Mercedes Reveals Innovative Dual Axis Steering During Pre Season Testing
The first Formula One pre-season test is merely a systems check, an important first step for all teams to go from computer-based simulations to real-world testing. Pre-season testing is an opportunity for F1 teams to see if data-driven, AI computer modeling and simulation correlates to on-track performance. At this stage it doesn’t really matter who tops the headline-grabbing timesheets. Testing is held at the Barcelona race track. The current best pre-season test time is still 2 seconds away from lasts year’s pole position at the same track.
Clearly, the first pre-season test session is about running procedural programs. However, the last day of testing could reveal who is where in the pecking order in terms of pure speed. But modern-day F1 is a year-long development program. Mercedes revealed that they found two seconds of lap time over the course of the 2019 campaign. So from now until the end of the season, those teams who have the resources will develop a faster car than they had at the first race of the season.

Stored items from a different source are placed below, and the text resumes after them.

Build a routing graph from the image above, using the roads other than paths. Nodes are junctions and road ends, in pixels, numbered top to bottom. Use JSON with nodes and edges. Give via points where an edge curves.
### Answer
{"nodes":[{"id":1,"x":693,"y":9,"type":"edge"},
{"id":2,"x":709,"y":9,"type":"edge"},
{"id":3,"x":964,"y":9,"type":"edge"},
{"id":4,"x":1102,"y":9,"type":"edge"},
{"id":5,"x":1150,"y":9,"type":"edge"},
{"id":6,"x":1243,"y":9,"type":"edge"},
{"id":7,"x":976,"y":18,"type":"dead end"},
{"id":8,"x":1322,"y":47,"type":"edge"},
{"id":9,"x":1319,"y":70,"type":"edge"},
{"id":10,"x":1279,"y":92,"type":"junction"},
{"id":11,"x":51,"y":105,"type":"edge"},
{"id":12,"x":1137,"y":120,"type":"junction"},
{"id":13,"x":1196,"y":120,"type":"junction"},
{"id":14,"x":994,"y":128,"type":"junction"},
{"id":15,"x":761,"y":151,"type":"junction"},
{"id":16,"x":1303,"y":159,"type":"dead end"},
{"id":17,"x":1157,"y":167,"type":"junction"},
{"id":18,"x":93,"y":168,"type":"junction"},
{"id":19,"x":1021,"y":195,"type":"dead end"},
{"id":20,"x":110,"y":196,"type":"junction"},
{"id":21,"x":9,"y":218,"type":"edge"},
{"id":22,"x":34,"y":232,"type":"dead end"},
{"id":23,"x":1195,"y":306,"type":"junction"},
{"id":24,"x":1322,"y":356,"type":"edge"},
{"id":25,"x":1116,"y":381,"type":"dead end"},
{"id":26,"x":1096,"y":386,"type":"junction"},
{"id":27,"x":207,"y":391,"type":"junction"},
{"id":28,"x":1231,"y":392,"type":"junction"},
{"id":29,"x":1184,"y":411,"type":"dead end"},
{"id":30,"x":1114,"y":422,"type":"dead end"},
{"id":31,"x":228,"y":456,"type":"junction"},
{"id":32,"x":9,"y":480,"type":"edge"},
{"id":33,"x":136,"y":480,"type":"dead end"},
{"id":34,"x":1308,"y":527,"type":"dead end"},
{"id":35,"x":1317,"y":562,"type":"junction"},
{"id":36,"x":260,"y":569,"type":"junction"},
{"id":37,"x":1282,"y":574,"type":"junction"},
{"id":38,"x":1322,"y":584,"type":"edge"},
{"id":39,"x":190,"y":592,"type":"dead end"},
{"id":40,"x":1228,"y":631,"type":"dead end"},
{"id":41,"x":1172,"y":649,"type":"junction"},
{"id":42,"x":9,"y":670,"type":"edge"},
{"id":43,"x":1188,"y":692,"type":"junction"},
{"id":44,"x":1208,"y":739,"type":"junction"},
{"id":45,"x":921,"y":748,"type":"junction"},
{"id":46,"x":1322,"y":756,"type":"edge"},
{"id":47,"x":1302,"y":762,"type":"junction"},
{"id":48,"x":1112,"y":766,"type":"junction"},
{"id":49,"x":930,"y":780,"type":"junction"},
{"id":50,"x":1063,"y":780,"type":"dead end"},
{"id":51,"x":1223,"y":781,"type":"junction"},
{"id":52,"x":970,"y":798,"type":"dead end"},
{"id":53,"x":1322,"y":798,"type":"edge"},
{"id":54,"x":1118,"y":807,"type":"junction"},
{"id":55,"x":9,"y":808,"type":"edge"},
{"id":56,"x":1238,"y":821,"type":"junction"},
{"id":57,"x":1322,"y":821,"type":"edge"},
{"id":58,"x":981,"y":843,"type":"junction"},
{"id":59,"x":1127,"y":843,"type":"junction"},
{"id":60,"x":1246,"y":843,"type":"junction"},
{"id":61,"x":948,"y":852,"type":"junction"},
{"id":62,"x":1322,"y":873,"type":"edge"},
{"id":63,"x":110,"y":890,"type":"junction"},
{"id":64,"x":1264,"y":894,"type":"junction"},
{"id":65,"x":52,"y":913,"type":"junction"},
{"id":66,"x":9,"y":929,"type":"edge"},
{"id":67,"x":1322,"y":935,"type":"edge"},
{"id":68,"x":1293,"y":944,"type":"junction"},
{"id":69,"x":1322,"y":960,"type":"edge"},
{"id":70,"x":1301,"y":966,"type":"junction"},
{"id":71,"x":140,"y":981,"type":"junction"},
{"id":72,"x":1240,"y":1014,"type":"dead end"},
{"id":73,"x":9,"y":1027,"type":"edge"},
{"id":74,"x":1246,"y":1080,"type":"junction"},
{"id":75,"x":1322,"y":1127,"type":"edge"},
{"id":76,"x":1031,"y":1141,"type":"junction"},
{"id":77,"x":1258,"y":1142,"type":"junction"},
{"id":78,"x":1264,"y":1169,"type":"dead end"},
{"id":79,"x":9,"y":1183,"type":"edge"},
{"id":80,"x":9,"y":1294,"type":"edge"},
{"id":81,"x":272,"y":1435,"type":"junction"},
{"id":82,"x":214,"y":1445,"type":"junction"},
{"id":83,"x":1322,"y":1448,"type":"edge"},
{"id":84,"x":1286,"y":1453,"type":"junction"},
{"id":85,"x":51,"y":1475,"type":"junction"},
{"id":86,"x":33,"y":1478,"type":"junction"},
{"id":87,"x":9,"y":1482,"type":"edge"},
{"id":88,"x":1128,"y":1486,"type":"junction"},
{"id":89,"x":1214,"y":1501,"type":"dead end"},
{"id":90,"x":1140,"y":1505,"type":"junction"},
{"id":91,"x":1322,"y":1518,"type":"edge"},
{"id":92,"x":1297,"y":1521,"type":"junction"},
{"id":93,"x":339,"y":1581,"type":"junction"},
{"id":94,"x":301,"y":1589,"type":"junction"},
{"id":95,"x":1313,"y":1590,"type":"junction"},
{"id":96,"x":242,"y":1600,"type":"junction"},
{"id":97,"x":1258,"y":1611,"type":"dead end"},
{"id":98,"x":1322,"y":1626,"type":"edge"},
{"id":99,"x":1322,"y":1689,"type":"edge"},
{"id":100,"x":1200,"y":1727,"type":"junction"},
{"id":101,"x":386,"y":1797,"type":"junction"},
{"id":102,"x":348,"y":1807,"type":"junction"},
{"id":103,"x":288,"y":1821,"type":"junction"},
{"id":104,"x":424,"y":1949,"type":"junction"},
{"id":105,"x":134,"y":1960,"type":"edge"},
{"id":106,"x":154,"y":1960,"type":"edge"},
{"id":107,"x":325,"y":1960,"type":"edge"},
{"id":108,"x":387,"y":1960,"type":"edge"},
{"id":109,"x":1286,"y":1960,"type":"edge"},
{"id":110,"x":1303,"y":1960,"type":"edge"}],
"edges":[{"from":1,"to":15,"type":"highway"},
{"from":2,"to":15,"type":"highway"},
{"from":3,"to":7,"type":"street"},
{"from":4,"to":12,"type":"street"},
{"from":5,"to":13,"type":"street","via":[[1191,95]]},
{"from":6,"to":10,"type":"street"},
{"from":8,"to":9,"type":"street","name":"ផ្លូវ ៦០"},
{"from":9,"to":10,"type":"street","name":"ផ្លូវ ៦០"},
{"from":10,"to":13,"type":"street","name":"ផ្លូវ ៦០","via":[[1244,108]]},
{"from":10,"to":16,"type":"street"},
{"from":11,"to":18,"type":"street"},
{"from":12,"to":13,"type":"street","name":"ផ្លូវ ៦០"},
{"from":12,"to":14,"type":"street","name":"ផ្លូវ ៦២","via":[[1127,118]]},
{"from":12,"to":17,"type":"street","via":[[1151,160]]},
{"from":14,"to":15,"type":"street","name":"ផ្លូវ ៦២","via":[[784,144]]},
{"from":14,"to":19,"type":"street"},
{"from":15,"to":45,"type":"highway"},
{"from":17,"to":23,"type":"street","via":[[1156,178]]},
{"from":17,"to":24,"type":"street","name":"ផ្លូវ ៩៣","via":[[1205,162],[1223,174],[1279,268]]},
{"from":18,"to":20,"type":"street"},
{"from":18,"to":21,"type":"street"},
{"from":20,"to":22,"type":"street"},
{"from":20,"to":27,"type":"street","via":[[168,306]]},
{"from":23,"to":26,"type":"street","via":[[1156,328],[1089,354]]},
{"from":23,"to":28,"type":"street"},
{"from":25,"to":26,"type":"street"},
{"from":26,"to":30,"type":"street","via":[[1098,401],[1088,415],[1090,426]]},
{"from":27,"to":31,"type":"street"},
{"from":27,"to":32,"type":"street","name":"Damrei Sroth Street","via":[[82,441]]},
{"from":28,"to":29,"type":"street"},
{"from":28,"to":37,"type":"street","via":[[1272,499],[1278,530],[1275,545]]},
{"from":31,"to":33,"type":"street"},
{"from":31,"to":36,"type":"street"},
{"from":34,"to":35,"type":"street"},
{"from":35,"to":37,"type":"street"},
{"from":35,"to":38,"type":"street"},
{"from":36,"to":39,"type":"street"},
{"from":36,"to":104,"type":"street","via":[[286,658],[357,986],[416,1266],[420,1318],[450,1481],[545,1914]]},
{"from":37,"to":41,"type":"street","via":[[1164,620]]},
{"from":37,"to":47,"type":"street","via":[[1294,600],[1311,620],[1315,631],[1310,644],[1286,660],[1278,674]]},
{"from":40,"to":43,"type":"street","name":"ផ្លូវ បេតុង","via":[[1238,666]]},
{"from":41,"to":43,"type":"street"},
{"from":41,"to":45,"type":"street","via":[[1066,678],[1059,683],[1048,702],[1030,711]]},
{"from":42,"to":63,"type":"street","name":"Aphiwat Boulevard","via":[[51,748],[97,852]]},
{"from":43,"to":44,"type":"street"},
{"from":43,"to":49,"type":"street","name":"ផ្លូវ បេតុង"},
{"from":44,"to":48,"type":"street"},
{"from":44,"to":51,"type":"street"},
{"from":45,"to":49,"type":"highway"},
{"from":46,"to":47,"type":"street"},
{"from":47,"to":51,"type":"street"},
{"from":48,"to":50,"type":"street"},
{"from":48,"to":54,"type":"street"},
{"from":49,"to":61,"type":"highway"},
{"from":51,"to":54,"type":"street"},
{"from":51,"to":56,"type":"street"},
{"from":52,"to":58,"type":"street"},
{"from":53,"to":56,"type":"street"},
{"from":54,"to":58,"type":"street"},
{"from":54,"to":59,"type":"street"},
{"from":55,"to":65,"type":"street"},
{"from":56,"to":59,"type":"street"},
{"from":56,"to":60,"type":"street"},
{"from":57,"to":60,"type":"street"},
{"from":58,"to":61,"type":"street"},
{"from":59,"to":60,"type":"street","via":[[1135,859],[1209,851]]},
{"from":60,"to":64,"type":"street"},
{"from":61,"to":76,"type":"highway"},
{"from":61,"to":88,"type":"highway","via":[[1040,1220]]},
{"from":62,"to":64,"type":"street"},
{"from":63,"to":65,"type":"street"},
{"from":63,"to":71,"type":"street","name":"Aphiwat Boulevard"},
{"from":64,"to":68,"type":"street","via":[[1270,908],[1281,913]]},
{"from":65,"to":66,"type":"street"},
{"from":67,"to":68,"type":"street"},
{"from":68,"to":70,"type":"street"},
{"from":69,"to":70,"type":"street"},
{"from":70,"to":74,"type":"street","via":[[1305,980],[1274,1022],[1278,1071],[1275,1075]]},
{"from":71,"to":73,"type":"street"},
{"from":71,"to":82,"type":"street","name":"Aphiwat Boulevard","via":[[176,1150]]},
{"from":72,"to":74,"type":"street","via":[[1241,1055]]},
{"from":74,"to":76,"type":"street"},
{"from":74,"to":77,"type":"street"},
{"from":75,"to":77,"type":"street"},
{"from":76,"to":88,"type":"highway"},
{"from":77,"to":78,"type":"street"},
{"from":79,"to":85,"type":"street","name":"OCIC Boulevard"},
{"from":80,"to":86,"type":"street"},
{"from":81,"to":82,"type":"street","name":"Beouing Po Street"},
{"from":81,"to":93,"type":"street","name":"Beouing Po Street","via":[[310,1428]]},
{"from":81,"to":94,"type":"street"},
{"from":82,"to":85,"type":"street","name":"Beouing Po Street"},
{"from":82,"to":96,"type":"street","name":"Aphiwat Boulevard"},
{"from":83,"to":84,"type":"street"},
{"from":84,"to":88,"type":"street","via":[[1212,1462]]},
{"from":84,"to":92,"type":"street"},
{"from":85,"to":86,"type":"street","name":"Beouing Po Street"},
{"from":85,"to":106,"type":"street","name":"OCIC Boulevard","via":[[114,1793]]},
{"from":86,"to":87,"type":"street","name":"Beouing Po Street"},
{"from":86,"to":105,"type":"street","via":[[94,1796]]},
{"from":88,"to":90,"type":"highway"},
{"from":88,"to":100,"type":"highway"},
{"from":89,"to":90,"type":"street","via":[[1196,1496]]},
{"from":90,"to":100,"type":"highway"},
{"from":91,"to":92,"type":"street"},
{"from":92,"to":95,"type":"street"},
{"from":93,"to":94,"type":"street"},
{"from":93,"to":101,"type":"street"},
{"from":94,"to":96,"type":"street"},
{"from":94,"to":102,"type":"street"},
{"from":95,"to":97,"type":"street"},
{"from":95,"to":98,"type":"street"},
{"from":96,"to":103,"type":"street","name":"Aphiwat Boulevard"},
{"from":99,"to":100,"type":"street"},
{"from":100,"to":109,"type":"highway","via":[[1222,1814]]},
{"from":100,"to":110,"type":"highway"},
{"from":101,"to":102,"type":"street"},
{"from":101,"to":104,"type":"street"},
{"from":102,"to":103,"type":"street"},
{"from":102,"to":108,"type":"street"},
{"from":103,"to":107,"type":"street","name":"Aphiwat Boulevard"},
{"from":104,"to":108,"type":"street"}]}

However, it appears Mercedes has already got a head start. Eagle-eyed observers noted Lewis Hamilton pushing and pulling at his steering wheel during his on-track test session. Further analysis of on-board video footage also revealed the front tire moving inwards on the straights and outwards on the corners. Mercedes later clarified that they were testing a new steering system codenamed DAS – Dual Axis Steering.
DAS – Dual Axis Steering – controls the toe-in and toe-out. So what is toe-in and toe-out? Let’s start with toe-in. In a rear-wheel-drive vehicle, increased front toe in provides greater straight-line stability at the cost of some sluggishness of turning response. Allowing the front tyres to effectively toe-out provides better stability during cornering. The toe-in and toe-out are adjusted manually, once set they can not be changed.
This is where the Mercedes DAS technology is truly innovative not only in terms of the clarity of thought but also the engineering required for such a complex system to operate. But will it give Mercedes an advantage? Yes, DAS will offer Mercedes significantly improved tyre wear. So if a particular race circuit has high tyre degradation and requires two stops, Mercedes can, in theory, opt for one giving at least 15 seconds advantage during a race.
But it depends if Mercedes can unlock the full potential of the system. It may take a few races for Mercedes and it’s drivers to fully adapt and understand DAS. And then there is the issue of legality. But there is no question of legality because the DAS system is fully FIA approved. But that hasn’t stopped rivals from questioning the legality. Even though DAS is legal.